**PROBLEM STATEMENT:**
Copy each line of the data that has "Avenue" in it.

**MATERIALS PROVIDED:**
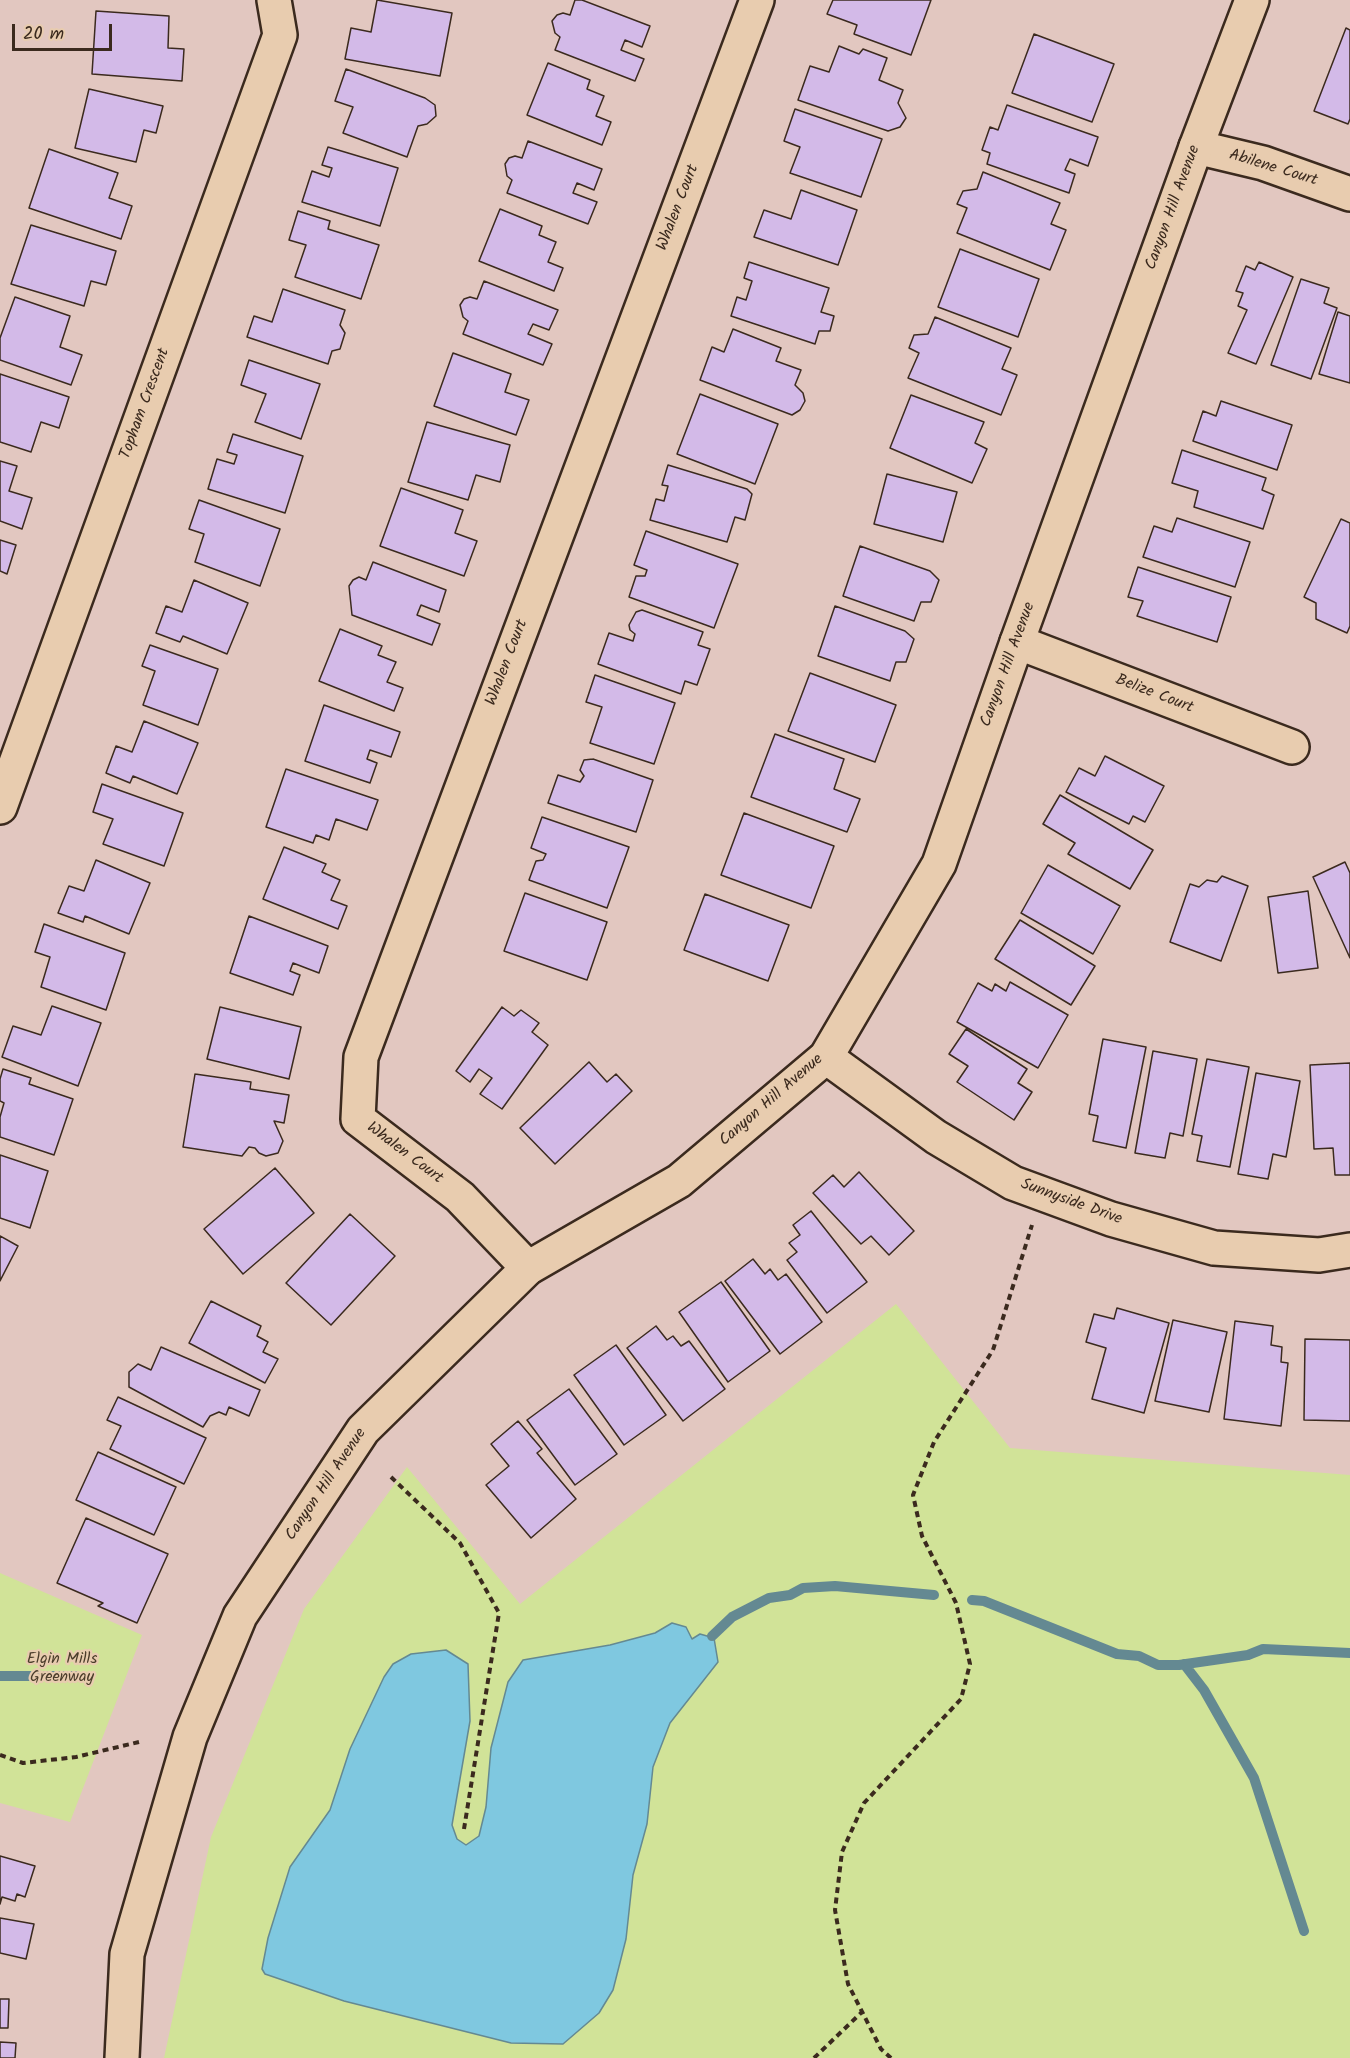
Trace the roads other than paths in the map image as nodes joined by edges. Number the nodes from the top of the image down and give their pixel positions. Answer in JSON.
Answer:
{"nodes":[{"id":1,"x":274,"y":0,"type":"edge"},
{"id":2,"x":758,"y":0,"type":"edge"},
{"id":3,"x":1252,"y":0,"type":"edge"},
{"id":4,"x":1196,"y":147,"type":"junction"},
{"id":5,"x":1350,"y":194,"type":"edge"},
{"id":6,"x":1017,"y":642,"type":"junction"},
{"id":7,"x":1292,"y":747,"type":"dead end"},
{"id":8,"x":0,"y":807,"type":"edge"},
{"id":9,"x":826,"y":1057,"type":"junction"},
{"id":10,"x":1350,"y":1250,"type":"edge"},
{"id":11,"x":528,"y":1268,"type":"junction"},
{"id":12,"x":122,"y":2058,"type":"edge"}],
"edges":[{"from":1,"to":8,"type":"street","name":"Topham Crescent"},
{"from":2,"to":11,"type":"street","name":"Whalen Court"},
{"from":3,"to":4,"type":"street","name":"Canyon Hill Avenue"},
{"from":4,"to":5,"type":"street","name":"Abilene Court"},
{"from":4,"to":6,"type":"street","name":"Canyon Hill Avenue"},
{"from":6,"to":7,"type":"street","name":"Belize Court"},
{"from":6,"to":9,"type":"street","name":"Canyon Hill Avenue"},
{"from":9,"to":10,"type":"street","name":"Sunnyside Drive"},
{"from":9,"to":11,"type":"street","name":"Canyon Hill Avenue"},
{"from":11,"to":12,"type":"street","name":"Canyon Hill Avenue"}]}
...
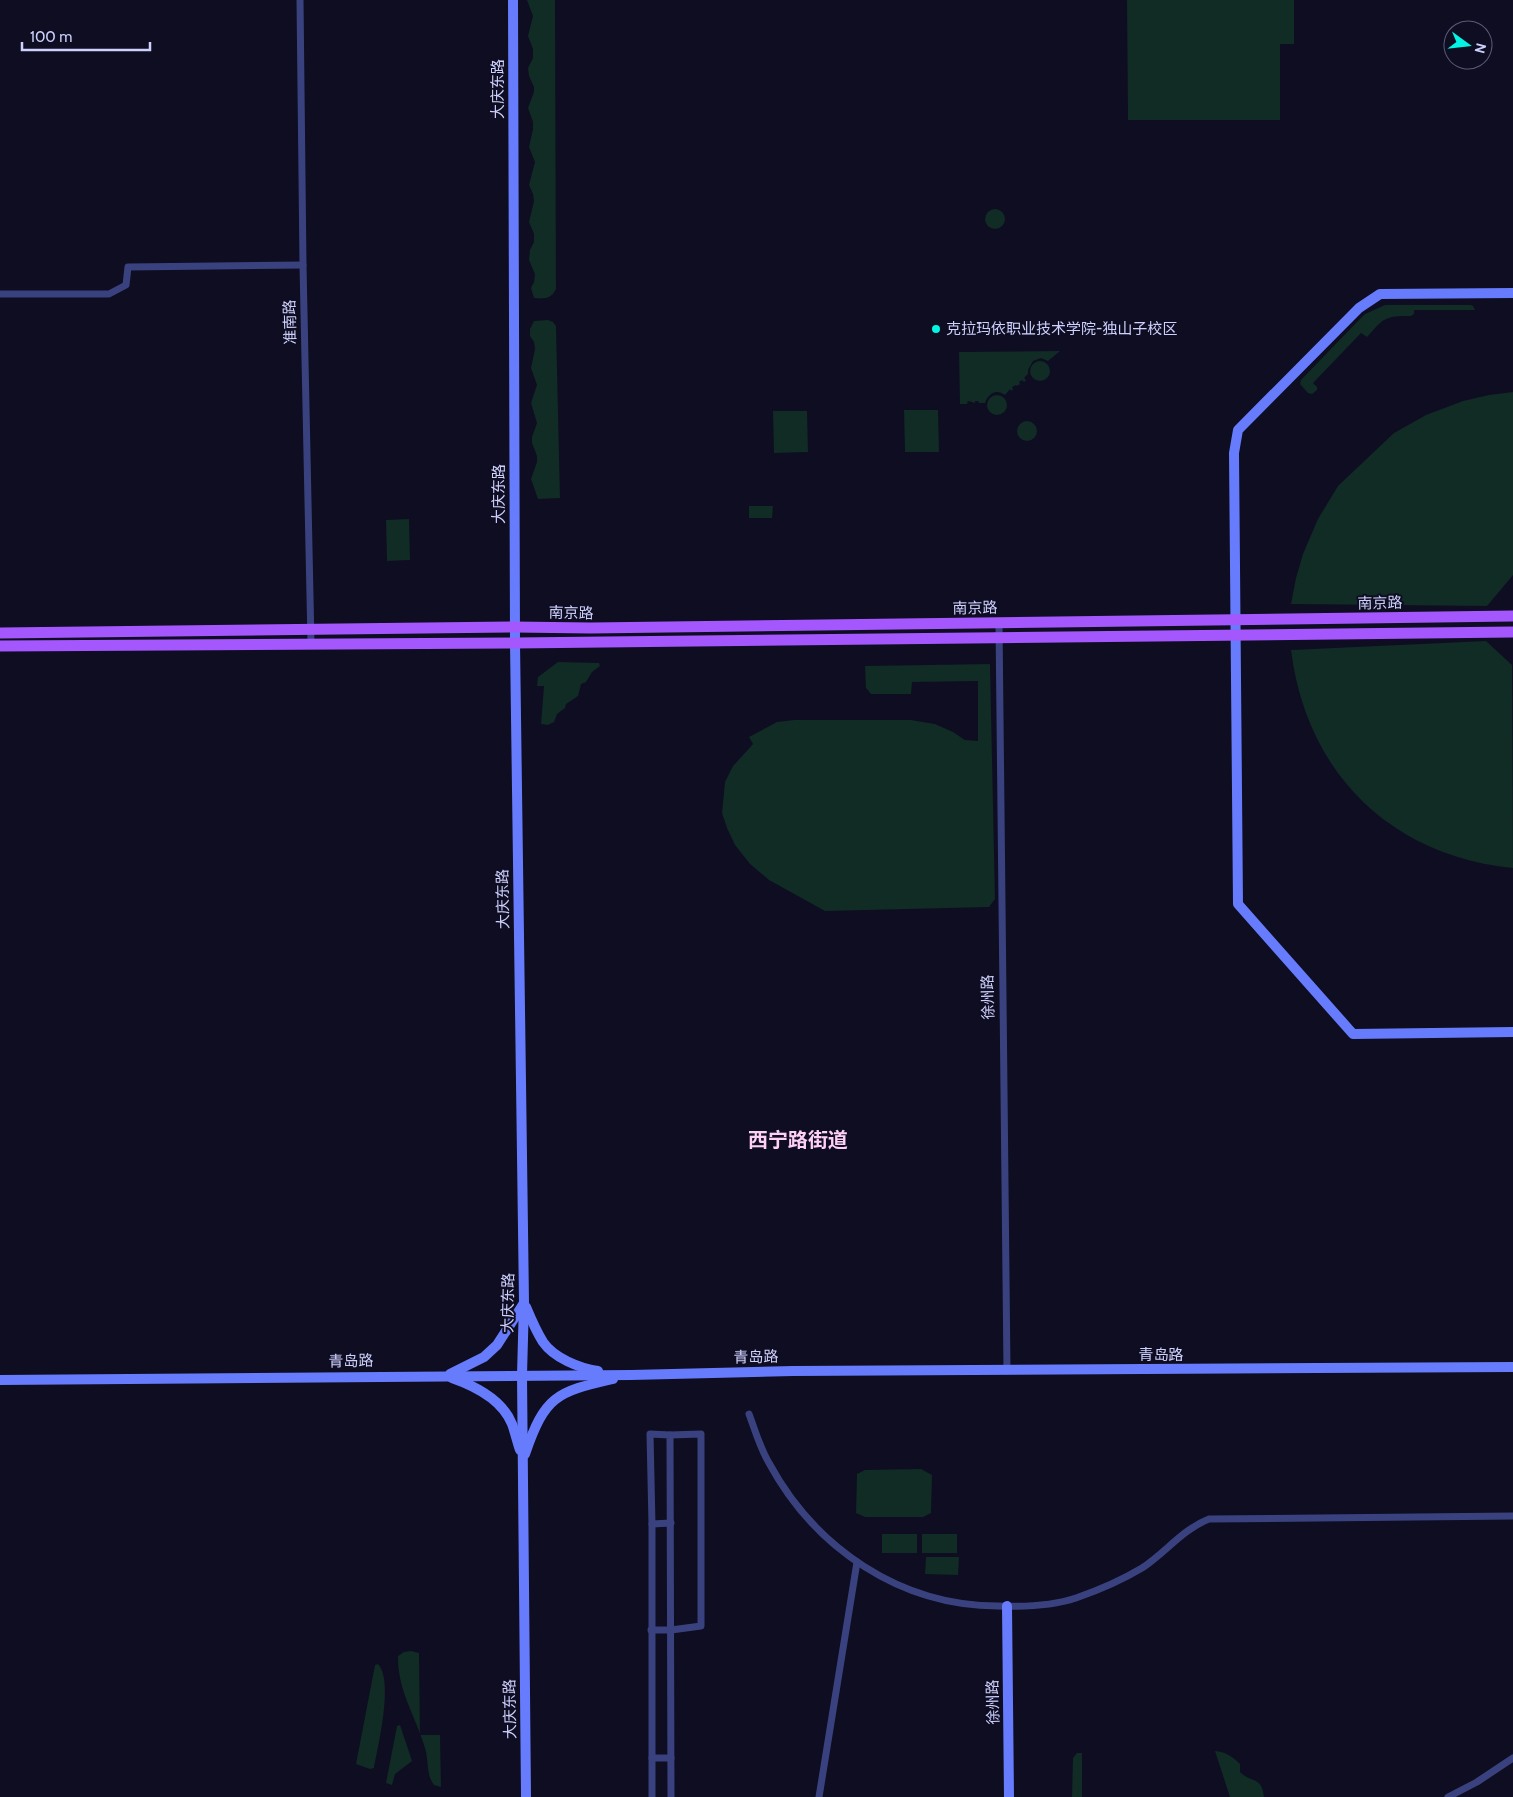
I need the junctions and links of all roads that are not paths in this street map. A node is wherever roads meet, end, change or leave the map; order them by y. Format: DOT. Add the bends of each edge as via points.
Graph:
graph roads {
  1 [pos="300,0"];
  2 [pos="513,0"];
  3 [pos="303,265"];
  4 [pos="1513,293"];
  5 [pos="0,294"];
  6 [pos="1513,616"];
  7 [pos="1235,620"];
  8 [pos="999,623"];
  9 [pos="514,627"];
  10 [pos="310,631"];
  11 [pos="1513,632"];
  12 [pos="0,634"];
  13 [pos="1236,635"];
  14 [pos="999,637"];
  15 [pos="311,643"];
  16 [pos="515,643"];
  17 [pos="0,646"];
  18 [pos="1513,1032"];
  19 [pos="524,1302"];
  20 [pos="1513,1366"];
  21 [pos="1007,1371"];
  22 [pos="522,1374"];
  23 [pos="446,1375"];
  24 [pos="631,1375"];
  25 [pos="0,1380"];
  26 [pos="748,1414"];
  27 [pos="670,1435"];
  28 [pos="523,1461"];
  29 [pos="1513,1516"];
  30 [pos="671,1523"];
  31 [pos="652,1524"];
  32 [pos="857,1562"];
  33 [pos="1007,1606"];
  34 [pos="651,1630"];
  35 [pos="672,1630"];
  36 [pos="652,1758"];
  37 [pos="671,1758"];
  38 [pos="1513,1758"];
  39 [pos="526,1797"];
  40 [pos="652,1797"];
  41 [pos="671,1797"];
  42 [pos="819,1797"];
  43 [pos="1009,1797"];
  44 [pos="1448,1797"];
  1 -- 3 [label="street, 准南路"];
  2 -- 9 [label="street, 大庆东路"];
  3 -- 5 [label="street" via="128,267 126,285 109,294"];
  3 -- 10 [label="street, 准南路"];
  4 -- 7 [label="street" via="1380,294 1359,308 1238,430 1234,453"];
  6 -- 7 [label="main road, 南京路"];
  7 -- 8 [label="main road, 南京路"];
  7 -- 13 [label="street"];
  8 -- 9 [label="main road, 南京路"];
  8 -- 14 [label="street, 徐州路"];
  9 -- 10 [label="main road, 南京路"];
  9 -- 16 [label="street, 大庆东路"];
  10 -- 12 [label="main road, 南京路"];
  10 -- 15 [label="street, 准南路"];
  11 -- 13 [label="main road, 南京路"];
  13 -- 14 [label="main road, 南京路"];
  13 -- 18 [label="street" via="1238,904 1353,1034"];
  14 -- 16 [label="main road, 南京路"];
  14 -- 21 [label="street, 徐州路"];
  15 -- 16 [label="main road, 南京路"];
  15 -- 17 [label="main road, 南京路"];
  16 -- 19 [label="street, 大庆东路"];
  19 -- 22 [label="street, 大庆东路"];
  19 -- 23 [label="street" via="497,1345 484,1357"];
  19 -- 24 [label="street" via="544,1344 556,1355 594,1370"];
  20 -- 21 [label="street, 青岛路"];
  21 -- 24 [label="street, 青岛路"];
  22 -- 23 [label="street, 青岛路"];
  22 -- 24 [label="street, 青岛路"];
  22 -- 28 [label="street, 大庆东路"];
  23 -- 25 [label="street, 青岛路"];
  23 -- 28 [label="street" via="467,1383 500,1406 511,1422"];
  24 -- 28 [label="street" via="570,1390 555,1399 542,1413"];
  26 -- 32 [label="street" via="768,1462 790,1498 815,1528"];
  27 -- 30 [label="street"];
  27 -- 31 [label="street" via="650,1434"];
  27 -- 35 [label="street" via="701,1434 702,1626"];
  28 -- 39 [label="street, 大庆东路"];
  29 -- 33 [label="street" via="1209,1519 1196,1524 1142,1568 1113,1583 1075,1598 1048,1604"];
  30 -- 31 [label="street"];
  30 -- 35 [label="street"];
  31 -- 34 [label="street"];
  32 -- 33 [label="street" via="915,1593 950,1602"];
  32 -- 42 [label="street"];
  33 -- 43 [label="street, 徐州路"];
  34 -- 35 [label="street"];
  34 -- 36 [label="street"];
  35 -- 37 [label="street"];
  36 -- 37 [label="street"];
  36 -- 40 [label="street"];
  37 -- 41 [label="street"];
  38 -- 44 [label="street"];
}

**EXPECTED ANSWER:**
{"from":3,"to":4,"type":"street","name":"Canyon Hill Avenue"},
{"from":4,"to":6,"type":"street","name":"Canyon Hill Avenue"},
{"from":6,"to":9,"type":"street","name":"Canyon Hill Avenue"},
{"from":9,"to":11,"type":"street","name":"Canyon Hill Avenue"},
{"from":11,"to":12,"type":"street","name":"Canyon Hill Avenue"}]}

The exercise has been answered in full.